Most web hosts will let you set up unlimited mailboxes, so you can create separate email accounts for personal and professional use. Most web hosts also offer server-side spam filtering as well. Get that set up, because you will want your professional contact email address to be widely available online, and that means it’s going to get spammed. (Then you’ll realize how spoiled you’ve been with corporate email; grit your teeth and deal with it – the important thing it to be accessible.)

4. Get your resumé up, both on your own site and on Linkedin. Make sure it’s easy to contact you from either.
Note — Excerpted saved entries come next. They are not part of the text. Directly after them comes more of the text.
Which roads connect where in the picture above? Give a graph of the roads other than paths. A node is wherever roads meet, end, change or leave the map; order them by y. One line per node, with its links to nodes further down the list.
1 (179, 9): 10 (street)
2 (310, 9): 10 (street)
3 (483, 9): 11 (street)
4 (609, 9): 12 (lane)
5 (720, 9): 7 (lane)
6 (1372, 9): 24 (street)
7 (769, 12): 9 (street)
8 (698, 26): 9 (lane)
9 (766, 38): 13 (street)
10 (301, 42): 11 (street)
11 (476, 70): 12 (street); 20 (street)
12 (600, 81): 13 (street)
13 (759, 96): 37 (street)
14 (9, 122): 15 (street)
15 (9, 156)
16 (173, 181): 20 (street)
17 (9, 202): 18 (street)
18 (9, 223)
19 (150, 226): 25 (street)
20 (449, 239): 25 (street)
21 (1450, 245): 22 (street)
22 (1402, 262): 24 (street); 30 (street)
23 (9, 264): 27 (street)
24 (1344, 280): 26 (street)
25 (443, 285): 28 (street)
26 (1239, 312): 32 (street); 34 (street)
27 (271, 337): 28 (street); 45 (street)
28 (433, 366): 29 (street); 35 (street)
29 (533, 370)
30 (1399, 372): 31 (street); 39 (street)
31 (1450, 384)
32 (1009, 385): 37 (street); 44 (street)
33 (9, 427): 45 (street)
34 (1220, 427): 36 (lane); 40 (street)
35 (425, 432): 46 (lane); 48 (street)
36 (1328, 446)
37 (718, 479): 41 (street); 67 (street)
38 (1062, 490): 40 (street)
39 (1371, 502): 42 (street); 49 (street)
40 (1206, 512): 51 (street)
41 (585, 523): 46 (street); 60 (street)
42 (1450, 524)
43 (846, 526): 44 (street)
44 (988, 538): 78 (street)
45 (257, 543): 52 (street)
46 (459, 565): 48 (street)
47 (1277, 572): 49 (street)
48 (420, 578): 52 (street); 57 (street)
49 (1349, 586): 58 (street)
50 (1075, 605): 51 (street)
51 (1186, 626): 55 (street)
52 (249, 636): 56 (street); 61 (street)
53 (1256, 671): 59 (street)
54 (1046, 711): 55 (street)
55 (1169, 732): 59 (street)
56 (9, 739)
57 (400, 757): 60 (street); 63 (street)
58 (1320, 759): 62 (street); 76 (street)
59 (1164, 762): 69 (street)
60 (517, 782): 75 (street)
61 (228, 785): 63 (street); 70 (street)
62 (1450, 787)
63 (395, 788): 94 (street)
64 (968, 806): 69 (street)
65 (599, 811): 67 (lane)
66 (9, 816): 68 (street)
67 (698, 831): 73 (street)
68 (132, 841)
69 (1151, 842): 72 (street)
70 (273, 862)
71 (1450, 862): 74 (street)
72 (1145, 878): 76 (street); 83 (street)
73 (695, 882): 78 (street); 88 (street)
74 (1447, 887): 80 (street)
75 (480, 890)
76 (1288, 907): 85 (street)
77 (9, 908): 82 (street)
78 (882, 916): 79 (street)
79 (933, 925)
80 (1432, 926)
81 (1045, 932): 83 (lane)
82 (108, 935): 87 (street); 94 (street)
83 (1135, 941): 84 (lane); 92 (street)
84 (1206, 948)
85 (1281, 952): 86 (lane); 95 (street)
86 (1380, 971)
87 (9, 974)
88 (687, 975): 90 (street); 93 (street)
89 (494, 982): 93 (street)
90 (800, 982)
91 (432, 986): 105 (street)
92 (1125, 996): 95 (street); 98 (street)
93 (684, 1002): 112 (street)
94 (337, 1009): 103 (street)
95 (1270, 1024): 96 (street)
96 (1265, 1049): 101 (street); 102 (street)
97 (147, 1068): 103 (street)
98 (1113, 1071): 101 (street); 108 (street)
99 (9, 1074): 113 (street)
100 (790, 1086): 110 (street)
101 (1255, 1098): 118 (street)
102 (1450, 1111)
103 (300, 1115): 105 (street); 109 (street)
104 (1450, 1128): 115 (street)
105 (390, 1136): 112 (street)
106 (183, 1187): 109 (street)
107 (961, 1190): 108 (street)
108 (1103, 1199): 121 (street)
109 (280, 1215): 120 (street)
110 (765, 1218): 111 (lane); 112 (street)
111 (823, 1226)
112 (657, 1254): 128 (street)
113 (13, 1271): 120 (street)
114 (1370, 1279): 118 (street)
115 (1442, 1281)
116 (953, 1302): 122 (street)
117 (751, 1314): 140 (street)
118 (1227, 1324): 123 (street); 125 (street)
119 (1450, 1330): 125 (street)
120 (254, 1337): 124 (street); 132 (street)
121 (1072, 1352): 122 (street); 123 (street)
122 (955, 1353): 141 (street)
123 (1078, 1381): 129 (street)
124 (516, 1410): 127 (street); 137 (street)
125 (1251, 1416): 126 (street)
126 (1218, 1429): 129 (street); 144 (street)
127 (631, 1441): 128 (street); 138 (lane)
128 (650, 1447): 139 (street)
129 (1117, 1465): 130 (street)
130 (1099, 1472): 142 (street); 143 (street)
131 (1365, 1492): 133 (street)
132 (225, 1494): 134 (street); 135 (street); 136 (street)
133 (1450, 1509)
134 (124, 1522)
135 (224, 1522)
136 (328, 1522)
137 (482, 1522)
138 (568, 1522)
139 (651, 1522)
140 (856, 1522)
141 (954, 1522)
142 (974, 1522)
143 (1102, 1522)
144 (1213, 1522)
5. Copy to your new blog any content from your company site that you are directly responsible for – and have sufficient rights to. Sun blogs explicitly state that their contents are copyrighted by the individuals who wrote them, but I suspect this is unusual for corporate blogs, so be sure of your rights before you start republishing material en masse. The large body of writing I did for Adaptec/Roxio was under a “work for hire” agreement, so I had no copyrights in it. Unfortunately, most of that has vanished (even from the Wayback Machine) and is now untraceable.

I should have created an electronic clippings file (just as I keep paper copies of magazine articles I wrote years ago), and I advise you to do so now. I don’t know what fair use laws would apply to making such widely available on your site, but at least you could send samples if anyone asked.

If you’re a big enough wig to have had your name included in company press releases, grab copies of those as well. Don’t assume that the world will always remember all your triumphs.

6. Create an index of links from your resumé to the most important of your content and any other mentions of you on the company site. As long as that content is still available, it’s a useful record of what you’ve accomplished, and it’s right there on the official website with the old company cachet. But check those links periodically; when and if they die, replace your links with “available on request” or similar wording.

7. Also keep copies of any photographic and video “evidence” of your professional skills and activities, e.g. you might have been filmed speaking at a conference (especially if I was around). Think of such videos as your demo reel, showing off both your industry knowledge and your speaking skills.

If you do all this now, if and when the chop eventually comes you’ll be prepared. You can then leave a graceful farewell message pointing to your new online home, and start receiving callers there right away.

Got any tips, thoughts, or experiences to add? I’d love to hear them!